Monday, December 19, 2011

Post 86: Isla del Sol y La Paz day one

Fellow adventurers,


Gavin and I almost missed our boat from Copacabana to the Island of the Sun, having not changed the time on our clock.  Luckily, we realized this in just enough time to make it to the boat, as our hotel was on the waterfront.  The swells on the lake made boat ride a bit unsettling for us.  It was a rainy morning when we set off, much different than our last visit to Lake Titicaca from the Peruvian side.  However, we met some older, new age hippies on the boat, which made for some interesting conversation on the 2 hour ride.


Isla del Sol has approximately 800 families living on the island, whose main source of economic activity is fishing, farming and tourism.  The hills on the island contain agriculture terraces, much of like we see throughout Peru and Bolivia. There are no roads or vehicles, but there is electricity sourced from the mainland, with power lines stretching from island to island.  Eighty Inca ruins are on the island, dating as far back as the third millennium BCE.


Upon arriving, the sky had begun to clear and we could better look forward to our hike on the island.  Considering we missed breakfast at the hotel, we brought sandwiches and a few snacks to take along with us.  Our plan was to hike to lower end of the trail from the Northern part of the island to the Southern part. We were still acclimating to the elevation and our muscles were still a bit sore from our Colca Canyon hike.  We weren't too interested in seeing ruins, as we feel that many of the Inca ruins throughout Peru are very similar in appearance and history.  We had gotten our fill in of ruins on a previous visit to Peru, in 2008.  Gavin had still wanted to visit the Inca Table, which apparently was used for human sacrifices.  Unfortunately for us, we thought the many steps up you needed to take to the table was at the end of our hike in the southern part, but we were misinformed and later learned they were closer to where we began.


The hike was pleasant enough.  We walked along hills, some parts consisting of solid rock, slightly higher than the water.  We passed many farms, animals and some villages, with views of snow capped peaks in the distance.  The sun was strong but the temperature pleasant.  Although we had heard this was the best island of all the islands to visit, we have to disagree.  On our previous visit to Peru, we stayed on the island Amantani, which had no electricity or running water.  We stayed with an indigenous family whom spoke only the native language of Quechua.  Amantani was certainly a place of solitude, being so far from the mainland.  At night you could hear a pin drop, and view the milky way right above your head.  So while we did enjoy Isla del Sol, our experience on Amantani was much more personal.
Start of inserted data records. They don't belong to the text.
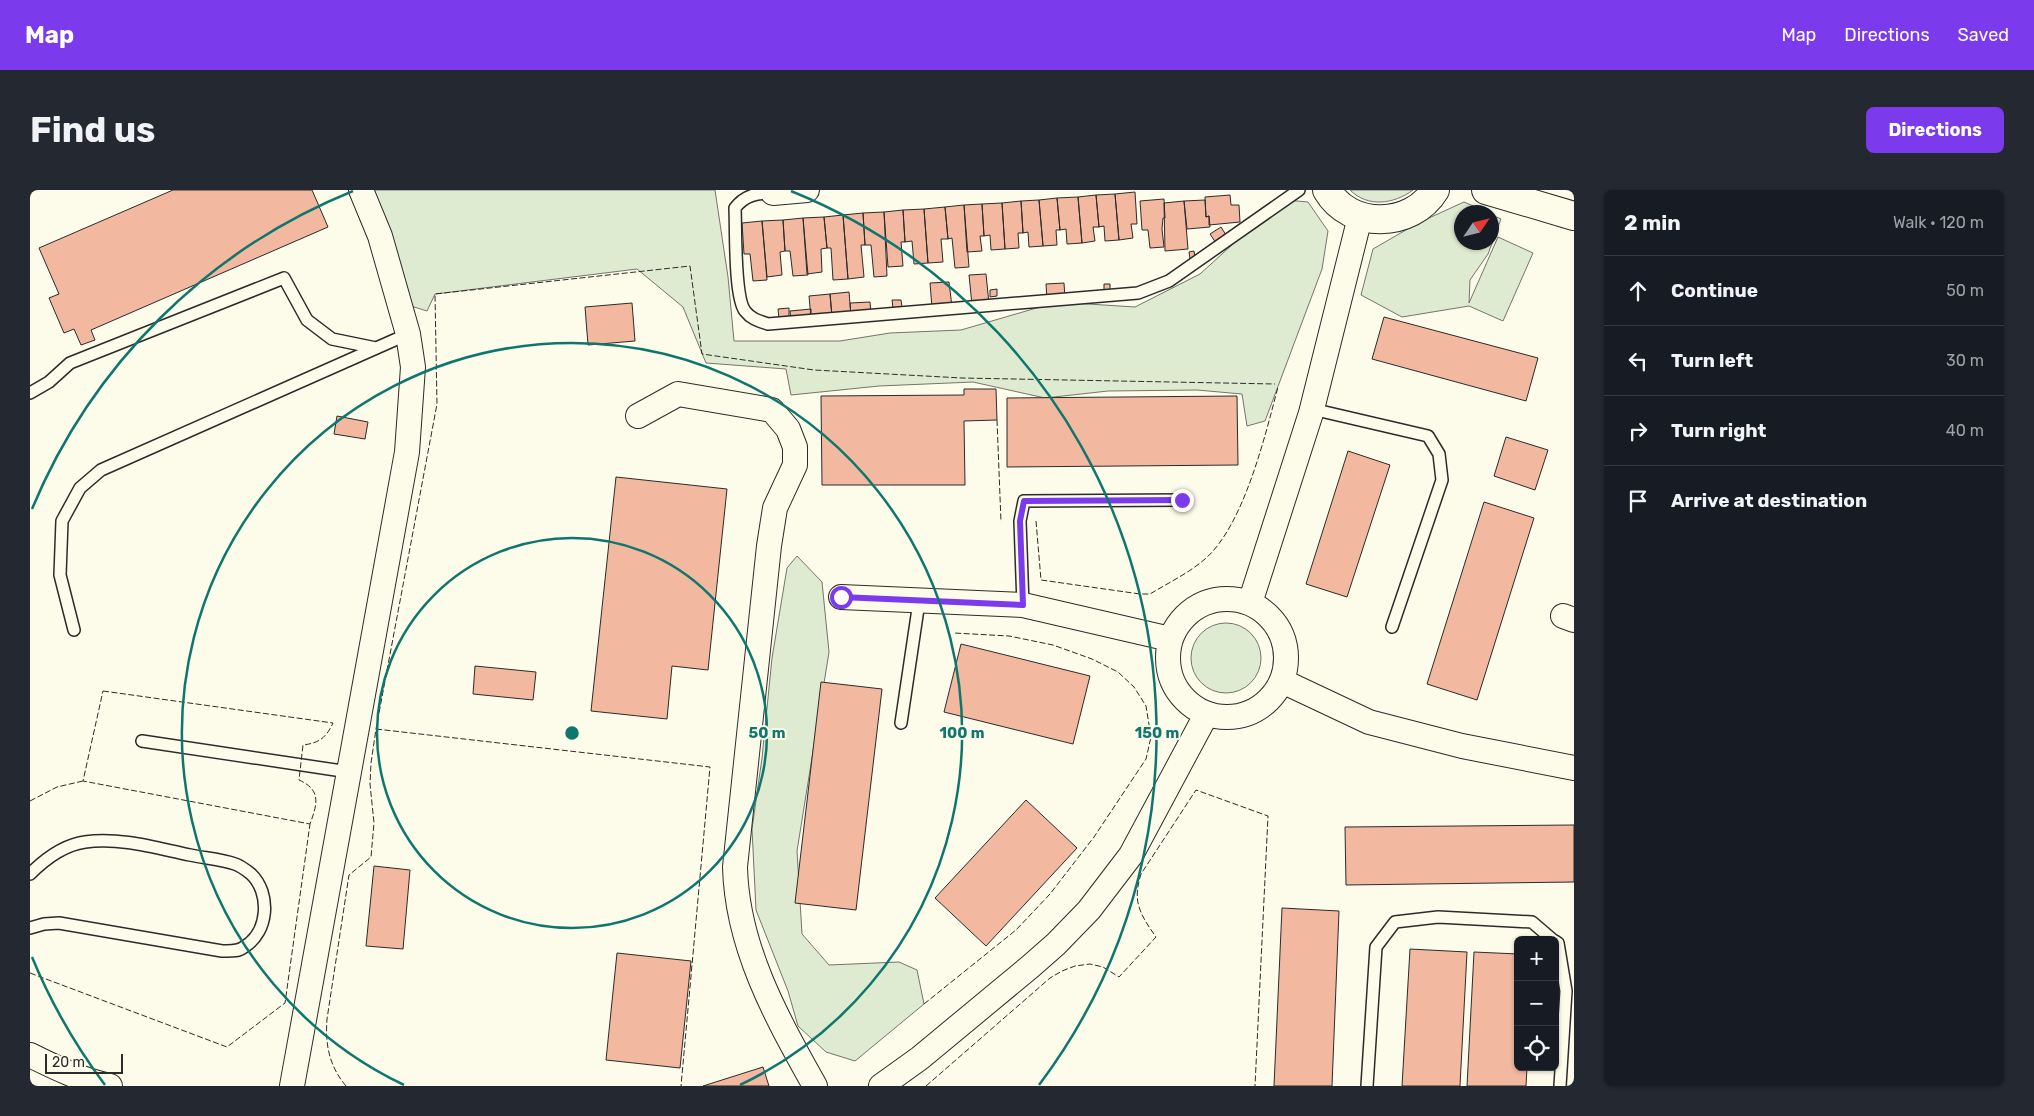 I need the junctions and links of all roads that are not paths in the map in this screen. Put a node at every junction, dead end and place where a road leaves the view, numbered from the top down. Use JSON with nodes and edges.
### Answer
{"nodes":[{"id":1,"x":361,"y":190,"type":"edge"},
{"id":2,"x":807,"y":190,"type":"edge"},
{"id":3,"x":1299,"y":190,"type":"edge"},
{"id":4,"x":1327,"y":190,"type":"edge"},
{"id":5,"x":1435,"y":190,"type":"edge"},
{"id":6,"x":1486,"y":190,"type":"edge"},
{"id":7,"x":773,"y":193,"type":"joint"},
{"id":8,"x":1574,"y":216,"type":"edge"},
{"id":9,"x":1360,"y":217,"type":"junction"},
{"id":10,"x":408,"y":334,"type":"junction"},
{"id":11,"x":376,"y":348,"type":"junction"},
{"id":12,"x":30,"y":393,"type":"edge"},
{"id":13,"x":1312,"y":409,"type":"junction"},
{"id":14,"x":638,"y":416,"type":"dead end"},
{"id":15,"x":1182,"y":500,"type":"dead end"},
{"id":16,"x":841,"y":597,"type":"dead end"},
{"id":17,"x":919,"y":602,"type":"junction"},
{"id":18,"x":1250,"y":603,"type":"junction"},
{"id":19,"x":1023,"y":605,"type":"junction"},
{"id":20,"x":1392,"y":627,"type":"dead end"},
{"id":21,"x":74,"y":630,"type":"dead end"},
{"id":22,"x":1170,"y":639,"type":"junction"},
{"id":23,"x":1282,"y":681,"type":"junction"},
{"id":24,"x":1206,"y":715,"type":"junction"},
{"id":25,"x":901,"y":723,"type":"dead end"},
{"id":26,"x":142,"y":742,"type":"dead end"},
{"id":27,"x":1574,"y":768,"type":"edge"},
{"id":28,"x":349,"y":772,"type":"junction"},
{"id":29,"x":30,"y":874,"type":"edge"},
{"id":30,"x":30,"y":928,"type":"edge"},
{"id":31,"x":1549,"y":936,"type":"edge"},
{"id":32,"x":1559,"y":950,"type":"edge"},
{"id":33,"x":30,"y":1055,"type":"edge"},
{"id":34,"x":110,"y":1086,"type":"edge"},
{"id":35,"x":292,"y":1086,"type":"edge"},
{"id":36,"x":815,"y":1086,"type":"edge"},
{"id":37,"x":881,"y":1086,"type":"edge"},
{"id":38,"x":1367,"y":1086,"type":"edge"},
{"id":39,"x":1560,"y":1086,"type":"edge"}],
"edges":[{"from":1,"to":10,"type":"street"},
{"from":2,"to":7,"type":"street"},
{"from":3,"to":7,"type":"lane"},
{"from":4,"to":9,"type":"street"},
{"from":5,"to":9,"type":"street"},
{"from":6,"to":8,"type":"street"},
{"from":9,"to":13,"type":"street"},
{"from":10,"to":11,"type":"lane"},
{"from":10,"to":28,"type":"street"},
{"from":11,"to":12,"type":"lane"},
{"from":11,"to":21,"type":"lane"},
{"from":13,"to":18,"type":"street"},
{"from":13,"to":20,"type":"lane"},
{"from":14,"to":36,"type":"street"},
{"from":15,"to":19,"type":"lane"},
{"from":16,"to":17,"type":"street"},
{"from":17,"to":19,"type":"street"},
{"from":17,"to":25,"type":"lane"},
{"from":18,"to":22,"type":"street"},
{"from":18,"to":23,"type":"street"},
{"from":19,"to":22,"type":"street"},
{"from":22,"to":24,"type":"street"},
{"from":23,"to":24,"type":"street"},
{"from":23,"to":27,"type":"street"},
{"from":24,"to":37,"type":"street"},
{"from":26,"to":28,"type":"lane"},
{"from":28,"to":35,"type":"street"},
{"from":29,"to":30,"type":"lane"},
{"from":31,"to":38,"type":"lane"},
{"from":32,"to":39,"type":"lane"},
{"from":33,"to":34,"type":"street"}]} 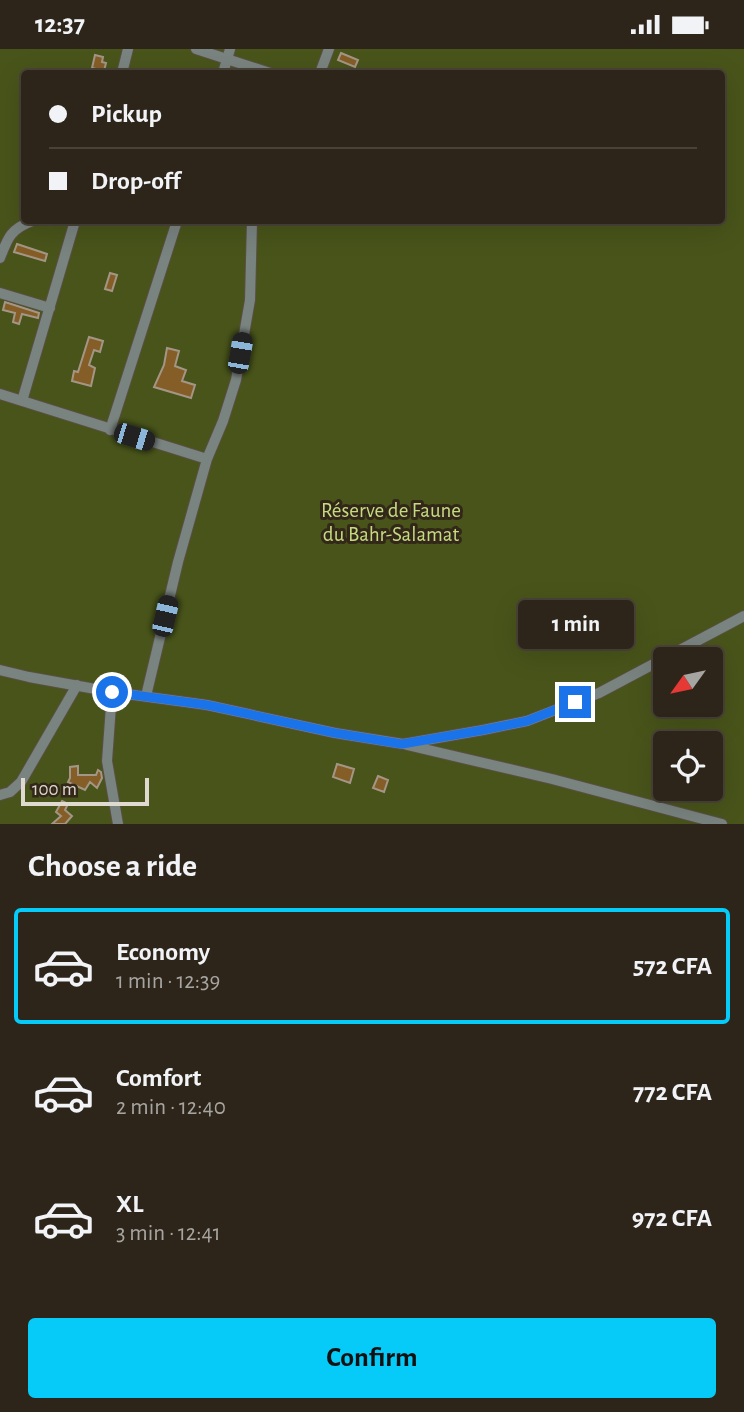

Our ride back was on the roof of the boat to better take in the fresh air and scenery.  Upon making port in Cobacabana, we took a bus to highest capital in the world, La Paz.  There, we took a taxi to a hostel we knew of, only to realize it was not someplace we wanted to stay for more than one night.  The building was open, making the rooms quite cold.  Our double bed was being supported by a bed frame and multiple, flattened cardboard boxes underneath the mattress.  We sunk into the middle of the mattress overnight.  Gavin and I were happy to leave, and to move on to the comfortable hotel we're in now.  It's a little outside our budget, but most places we read reviews on within our budget in this city had stories of theft within rooms.  Considering we're here for a week, we wanted to be someplace comfortable and warm(this city gets chilly!), and did not want to take risks on having our valuables stolen.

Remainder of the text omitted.